Your original OD and Distortion pedals were essentially a stripped down gain stage with a rudimentary tone control sometimes. One or two small devices to make low voltage high, and some sort of diode to clip the signal's edges off. As pedals gained popularity (lol gain), people started adding multiple gain stages into a single pedal, started using more sophisticated clipping methods and designs, and started adding robust tone controls that started mimicking the amps they were in front of.
Those multiple gain stages in, say, a chip, allowed for the stages to push a little gentler and make for a more satisfyingly clear tone, instead of a one-and-done tone shred. Soon pedal guys developed the means to take transistors and chips (essentially a bunch of transistors in a tiny size, stuck in a single chip) and imitate a pseudo-tube/valve reaction with very gentle clipping.
After a tube-like rich distortion was able to be achieved, people started adding the tonestacks of major amp makers to the gain stages and essentially made amp-in-a-box pedals. The tonestack of an amp is largely how one amp sounds different than another.
Speaker output can pretty much be derived as an EQ section, and a fixed EQ can be pretty easy to make. Add an EQ tuned to, say, the same EQ checkmarks as a Celestion V30, and you have yourself a distortion pedal that largely reacts the same as the amp it's based on. Depending on who you ask.

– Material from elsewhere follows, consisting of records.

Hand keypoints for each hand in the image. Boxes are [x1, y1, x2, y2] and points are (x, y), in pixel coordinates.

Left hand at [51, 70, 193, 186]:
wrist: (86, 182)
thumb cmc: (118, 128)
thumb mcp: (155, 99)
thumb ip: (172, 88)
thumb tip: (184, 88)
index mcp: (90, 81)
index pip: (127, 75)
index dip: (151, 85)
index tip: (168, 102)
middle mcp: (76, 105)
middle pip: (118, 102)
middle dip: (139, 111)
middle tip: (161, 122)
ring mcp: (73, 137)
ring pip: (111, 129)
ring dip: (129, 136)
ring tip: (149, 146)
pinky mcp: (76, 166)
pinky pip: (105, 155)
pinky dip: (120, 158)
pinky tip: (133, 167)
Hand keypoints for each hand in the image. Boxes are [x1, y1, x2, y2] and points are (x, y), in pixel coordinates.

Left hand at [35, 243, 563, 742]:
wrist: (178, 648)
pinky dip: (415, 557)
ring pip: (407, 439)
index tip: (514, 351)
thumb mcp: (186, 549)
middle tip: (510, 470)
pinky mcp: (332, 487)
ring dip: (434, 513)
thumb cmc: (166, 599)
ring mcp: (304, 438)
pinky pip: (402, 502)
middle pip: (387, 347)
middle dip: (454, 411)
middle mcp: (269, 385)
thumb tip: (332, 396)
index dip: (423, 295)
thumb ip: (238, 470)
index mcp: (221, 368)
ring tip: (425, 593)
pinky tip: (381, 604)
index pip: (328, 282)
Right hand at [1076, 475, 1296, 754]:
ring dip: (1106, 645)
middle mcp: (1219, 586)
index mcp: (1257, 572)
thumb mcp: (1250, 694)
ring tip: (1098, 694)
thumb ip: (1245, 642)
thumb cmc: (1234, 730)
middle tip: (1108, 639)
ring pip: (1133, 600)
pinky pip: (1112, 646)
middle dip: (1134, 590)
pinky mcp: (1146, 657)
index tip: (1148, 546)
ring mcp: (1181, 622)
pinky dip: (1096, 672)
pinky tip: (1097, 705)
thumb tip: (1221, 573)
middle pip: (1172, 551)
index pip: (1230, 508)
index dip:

But I think the basic answer to "amp-like" stompbox quality is the ability of the pedal to do multiple gentle gain stages and a gentler asymmetrical clipping.
ah, suggestions?
well, the Zendrive, Timmy, OCD, Xotic Effects boosters, and the old Klon are all very "amplike" without being too much like an amp in a box. Some of the best amp in a boxes come out of Catalinbread IMO, like the Dirty Little Secret and Formula 5f6. They've even got the RAH (Jimmy Page's rig at the Royal ALbert Hall show), Galileo (a combo of Queenesque pedals for Brian May's Day at the Races sound), and they even incorporated a tubey goodness in their Echorec and Belle Epoch delay pedals.
Wampler makes some excellent high-gain amp in a box, as does Lovepedal. JHS also does, but I have personal problems with them. They've swiped several pedal designs and sold them as personally developed.
Well...they all have really. If it isn't a tube screamer, it's a knock-off.